[Source data]
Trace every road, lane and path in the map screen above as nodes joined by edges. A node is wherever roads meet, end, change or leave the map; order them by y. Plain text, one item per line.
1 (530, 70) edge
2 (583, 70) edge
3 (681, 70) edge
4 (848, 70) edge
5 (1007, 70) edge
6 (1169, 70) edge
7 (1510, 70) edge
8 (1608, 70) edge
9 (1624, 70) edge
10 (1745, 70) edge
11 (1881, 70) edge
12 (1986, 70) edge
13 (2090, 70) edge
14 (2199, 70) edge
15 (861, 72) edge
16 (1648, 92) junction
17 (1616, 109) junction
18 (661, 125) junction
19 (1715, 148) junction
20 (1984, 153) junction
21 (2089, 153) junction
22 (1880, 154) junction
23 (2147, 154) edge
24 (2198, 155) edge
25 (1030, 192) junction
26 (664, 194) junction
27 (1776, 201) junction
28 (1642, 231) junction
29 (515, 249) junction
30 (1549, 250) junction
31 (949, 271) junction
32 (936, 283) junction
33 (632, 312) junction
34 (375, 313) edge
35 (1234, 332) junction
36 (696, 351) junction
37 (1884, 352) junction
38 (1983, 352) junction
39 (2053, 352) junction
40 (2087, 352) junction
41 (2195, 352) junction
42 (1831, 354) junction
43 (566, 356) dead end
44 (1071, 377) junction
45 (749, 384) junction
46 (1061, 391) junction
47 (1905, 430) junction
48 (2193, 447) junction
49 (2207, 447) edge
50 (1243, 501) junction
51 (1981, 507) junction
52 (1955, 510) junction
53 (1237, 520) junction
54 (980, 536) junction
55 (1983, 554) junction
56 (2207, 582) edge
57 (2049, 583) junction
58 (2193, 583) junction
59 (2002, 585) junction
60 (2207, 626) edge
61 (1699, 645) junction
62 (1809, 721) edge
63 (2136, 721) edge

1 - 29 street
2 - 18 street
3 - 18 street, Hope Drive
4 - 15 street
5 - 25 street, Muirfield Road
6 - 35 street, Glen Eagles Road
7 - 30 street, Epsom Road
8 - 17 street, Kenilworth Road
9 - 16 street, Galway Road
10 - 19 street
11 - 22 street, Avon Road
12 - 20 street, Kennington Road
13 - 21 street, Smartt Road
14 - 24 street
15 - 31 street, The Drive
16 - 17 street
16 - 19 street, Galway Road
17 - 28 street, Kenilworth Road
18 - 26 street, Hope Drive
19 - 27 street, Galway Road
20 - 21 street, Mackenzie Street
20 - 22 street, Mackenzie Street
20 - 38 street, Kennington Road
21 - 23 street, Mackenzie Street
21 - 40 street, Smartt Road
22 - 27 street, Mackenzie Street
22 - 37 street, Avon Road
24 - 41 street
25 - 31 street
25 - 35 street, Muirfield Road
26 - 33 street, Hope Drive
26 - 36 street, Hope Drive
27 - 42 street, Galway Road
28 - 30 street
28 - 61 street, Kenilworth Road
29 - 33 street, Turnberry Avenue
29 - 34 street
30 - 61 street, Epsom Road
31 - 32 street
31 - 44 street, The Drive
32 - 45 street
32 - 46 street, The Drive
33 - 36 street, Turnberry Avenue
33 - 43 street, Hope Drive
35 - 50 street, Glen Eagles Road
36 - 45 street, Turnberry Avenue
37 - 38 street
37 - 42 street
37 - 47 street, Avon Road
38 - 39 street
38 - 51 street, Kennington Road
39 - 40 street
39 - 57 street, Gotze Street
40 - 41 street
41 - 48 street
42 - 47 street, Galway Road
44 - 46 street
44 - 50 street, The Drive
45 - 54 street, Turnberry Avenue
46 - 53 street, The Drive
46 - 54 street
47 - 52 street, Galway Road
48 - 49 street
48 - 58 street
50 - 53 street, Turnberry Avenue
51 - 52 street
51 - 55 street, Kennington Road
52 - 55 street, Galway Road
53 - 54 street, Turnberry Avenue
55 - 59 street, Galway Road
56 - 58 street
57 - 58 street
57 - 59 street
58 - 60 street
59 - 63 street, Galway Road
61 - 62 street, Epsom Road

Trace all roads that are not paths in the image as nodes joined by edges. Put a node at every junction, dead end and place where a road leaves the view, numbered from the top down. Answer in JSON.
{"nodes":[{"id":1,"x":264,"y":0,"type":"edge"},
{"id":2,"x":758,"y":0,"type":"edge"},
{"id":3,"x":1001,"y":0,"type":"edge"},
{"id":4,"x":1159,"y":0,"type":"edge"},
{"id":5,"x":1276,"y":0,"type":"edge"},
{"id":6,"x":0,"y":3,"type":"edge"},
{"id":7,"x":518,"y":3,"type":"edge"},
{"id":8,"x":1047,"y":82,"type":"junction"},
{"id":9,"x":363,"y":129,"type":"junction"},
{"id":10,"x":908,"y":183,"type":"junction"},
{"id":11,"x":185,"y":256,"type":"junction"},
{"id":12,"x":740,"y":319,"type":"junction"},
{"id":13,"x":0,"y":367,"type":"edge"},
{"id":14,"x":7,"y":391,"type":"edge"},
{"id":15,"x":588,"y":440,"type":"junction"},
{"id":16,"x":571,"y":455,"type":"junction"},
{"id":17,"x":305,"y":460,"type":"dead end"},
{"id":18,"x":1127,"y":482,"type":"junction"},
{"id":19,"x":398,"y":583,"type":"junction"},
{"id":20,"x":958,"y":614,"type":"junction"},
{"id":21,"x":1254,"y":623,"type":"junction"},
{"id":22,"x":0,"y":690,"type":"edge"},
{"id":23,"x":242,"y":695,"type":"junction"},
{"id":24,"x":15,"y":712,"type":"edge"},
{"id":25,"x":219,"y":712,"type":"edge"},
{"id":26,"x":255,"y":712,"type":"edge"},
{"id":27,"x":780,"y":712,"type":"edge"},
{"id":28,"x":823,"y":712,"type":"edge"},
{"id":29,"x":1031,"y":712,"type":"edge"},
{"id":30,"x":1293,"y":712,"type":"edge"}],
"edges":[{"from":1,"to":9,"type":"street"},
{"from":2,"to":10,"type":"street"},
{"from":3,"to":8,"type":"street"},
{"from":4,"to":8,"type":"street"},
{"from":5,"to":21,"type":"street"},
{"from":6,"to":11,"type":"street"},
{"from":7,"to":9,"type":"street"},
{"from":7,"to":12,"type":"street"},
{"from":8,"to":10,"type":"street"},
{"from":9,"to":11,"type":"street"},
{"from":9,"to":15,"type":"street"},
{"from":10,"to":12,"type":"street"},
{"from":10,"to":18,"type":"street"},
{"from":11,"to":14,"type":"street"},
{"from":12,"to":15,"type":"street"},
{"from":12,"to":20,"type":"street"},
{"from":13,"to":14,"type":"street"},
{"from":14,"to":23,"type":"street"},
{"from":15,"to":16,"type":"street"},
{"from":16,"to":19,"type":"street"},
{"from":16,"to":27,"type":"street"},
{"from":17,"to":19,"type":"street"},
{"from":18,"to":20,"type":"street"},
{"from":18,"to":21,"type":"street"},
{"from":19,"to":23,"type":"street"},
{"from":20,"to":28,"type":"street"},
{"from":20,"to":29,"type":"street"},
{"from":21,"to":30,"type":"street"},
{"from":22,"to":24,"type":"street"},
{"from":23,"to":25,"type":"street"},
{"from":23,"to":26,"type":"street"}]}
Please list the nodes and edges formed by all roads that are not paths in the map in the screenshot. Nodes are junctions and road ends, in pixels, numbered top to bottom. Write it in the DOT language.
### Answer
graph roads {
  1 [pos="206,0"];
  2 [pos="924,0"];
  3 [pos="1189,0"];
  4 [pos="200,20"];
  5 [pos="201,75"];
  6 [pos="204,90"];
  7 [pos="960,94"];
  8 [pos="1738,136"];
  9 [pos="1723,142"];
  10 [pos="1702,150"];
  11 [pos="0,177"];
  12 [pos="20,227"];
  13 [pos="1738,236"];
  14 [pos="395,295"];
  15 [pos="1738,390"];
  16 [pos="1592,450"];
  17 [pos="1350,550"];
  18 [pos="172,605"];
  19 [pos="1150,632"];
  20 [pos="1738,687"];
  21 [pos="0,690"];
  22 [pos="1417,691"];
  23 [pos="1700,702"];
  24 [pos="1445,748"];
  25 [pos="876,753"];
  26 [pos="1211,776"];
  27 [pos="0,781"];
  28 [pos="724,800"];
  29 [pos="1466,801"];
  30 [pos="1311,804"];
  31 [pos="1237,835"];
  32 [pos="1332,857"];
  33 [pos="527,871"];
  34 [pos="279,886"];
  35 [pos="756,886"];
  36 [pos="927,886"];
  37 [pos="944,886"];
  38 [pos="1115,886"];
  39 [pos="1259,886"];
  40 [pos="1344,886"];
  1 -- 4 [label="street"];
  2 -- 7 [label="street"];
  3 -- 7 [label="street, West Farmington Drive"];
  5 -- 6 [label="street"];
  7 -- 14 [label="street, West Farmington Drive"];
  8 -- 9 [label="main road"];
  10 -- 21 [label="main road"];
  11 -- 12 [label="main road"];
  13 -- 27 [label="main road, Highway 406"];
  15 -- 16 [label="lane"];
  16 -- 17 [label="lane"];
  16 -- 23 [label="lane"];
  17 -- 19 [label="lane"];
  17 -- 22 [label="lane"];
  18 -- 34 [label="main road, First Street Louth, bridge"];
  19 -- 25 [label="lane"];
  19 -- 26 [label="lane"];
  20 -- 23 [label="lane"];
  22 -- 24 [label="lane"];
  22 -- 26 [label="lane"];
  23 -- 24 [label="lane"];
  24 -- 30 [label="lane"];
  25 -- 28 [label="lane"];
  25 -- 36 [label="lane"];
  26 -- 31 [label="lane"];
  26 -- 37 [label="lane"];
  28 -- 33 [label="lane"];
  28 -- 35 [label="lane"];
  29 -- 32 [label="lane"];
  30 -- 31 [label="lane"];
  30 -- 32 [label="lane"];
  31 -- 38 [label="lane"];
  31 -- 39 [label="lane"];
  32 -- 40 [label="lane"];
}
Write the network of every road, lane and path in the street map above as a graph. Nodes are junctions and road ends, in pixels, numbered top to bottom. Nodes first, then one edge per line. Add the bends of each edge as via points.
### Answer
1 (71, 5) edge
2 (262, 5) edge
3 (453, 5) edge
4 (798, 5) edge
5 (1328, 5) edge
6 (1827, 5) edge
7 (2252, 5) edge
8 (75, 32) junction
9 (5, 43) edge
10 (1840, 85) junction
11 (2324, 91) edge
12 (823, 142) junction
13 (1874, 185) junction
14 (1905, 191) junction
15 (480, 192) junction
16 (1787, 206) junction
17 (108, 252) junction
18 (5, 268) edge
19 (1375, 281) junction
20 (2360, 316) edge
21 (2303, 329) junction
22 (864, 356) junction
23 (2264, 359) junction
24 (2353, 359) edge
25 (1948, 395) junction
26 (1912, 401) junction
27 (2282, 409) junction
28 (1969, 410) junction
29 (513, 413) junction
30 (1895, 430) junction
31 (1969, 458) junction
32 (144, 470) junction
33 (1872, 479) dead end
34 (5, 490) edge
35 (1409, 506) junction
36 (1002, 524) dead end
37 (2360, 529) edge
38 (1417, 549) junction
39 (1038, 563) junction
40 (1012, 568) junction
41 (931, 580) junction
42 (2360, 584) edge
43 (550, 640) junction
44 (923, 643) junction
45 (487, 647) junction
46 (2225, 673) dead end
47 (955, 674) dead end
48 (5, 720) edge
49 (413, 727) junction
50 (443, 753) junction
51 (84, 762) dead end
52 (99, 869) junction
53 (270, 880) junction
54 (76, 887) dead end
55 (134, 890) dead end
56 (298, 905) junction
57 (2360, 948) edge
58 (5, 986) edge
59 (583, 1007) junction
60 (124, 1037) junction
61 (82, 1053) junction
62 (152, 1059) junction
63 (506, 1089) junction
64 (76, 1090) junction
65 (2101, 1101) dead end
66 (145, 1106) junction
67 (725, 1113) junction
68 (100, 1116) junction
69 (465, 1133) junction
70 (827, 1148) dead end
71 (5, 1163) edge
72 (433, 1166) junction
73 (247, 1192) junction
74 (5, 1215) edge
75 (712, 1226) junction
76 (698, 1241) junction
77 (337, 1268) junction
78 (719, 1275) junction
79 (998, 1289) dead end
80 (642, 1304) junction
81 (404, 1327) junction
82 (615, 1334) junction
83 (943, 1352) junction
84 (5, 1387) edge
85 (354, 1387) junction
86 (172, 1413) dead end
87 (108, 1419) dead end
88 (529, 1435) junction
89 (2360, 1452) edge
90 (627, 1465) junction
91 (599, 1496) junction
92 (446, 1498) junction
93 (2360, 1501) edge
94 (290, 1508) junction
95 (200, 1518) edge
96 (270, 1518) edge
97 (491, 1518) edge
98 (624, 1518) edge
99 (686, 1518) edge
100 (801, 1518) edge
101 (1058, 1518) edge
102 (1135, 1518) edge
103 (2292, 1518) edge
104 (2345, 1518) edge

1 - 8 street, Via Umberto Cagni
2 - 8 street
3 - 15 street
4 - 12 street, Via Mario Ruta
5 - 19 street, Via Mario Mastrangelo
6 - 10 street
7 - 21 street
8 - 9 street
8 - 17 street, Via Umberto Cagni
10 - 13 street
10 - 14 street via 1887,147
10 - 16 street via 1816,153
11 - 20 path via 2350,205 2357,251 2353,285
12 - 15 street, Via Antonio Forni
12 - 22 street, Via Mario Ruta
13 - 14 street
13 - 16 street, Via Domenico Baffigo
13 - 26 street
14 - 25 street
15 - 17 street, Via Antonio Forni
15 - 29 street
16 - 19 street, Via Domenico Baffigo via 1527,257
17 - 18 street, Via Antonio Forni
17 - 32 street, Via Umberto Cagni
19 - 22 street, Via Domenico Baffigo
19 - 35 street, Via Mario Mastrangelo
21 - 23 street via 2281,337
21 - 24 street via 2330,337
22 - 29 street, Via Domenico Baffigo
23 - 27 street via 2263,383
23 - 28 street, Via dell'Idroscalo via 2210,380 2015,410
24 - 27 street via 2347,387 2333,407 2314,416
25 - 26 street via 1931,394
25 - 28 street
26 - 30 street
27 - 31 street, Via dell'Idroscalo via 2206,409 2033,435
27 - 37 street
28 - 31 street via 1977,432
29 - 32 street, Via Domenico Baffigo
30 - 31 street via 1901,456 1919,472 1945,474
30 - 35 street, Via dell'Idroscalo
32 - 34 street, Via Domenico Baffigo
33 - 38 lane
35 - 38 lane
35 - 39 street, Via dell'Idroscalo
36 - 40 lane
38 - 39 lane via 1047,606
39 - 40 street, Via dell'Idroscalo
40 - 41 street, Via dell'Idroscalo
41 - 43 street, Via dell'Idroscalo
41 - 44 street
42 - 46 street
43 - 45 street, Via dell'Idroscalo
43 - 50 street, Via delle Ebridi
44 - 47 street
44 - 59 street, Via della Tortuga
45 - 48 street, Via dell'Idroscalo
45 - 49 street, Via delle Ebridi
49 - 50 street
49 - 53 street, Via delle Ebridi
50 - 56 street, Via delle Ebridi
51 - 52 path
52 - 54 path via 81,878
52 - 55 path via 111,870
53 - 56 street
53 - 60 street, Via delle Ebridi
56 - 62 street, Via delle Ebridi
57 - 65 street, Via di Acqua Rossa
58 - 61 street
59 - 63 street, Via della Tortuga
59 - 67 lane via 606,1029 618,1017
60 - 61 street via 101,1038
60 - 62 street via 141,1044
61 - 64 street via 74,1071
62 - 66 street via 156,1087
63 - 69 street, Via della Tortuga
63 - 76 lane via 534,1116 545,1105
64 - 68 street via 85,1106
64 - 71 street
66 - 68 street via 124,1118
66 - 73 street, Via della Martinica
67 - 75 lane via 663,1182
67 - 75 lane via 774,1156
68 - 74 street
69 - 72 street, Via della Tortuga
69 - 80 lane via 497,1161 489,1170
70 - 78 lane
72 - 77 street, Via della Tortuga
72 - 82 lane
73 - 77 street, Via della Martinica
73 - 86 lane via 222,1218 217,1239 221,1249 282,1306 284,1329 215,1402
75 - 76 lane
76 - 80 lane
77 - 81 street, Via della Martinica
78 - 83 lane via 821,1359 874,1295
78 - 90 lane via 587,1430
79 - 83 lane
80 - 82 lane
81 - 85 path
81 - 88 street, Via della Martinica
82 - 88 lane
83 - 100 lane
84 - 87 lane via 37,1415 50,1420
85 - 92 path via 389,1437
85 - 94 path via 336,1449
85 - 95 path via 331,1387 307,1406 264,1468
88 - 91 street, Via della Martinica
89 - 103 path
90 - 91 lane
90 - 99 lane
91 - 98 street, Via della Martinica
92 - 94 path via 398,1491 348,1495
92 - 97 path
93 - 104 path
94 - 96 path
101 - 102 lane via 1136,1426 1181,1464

→ **Work task**
Pull each line containing "Turnberry" from the records.

→ **Task solution**
29 - 33 street, Turnberry Avenue
33 - 36 street, Turnberry Avenue
36 - 45 street, Turnberry Avenue
45 - 54 street, Turnberry Avenue
50 - 53 street, Turnberry Avenue
53 - 54 street, Turnberry Avenue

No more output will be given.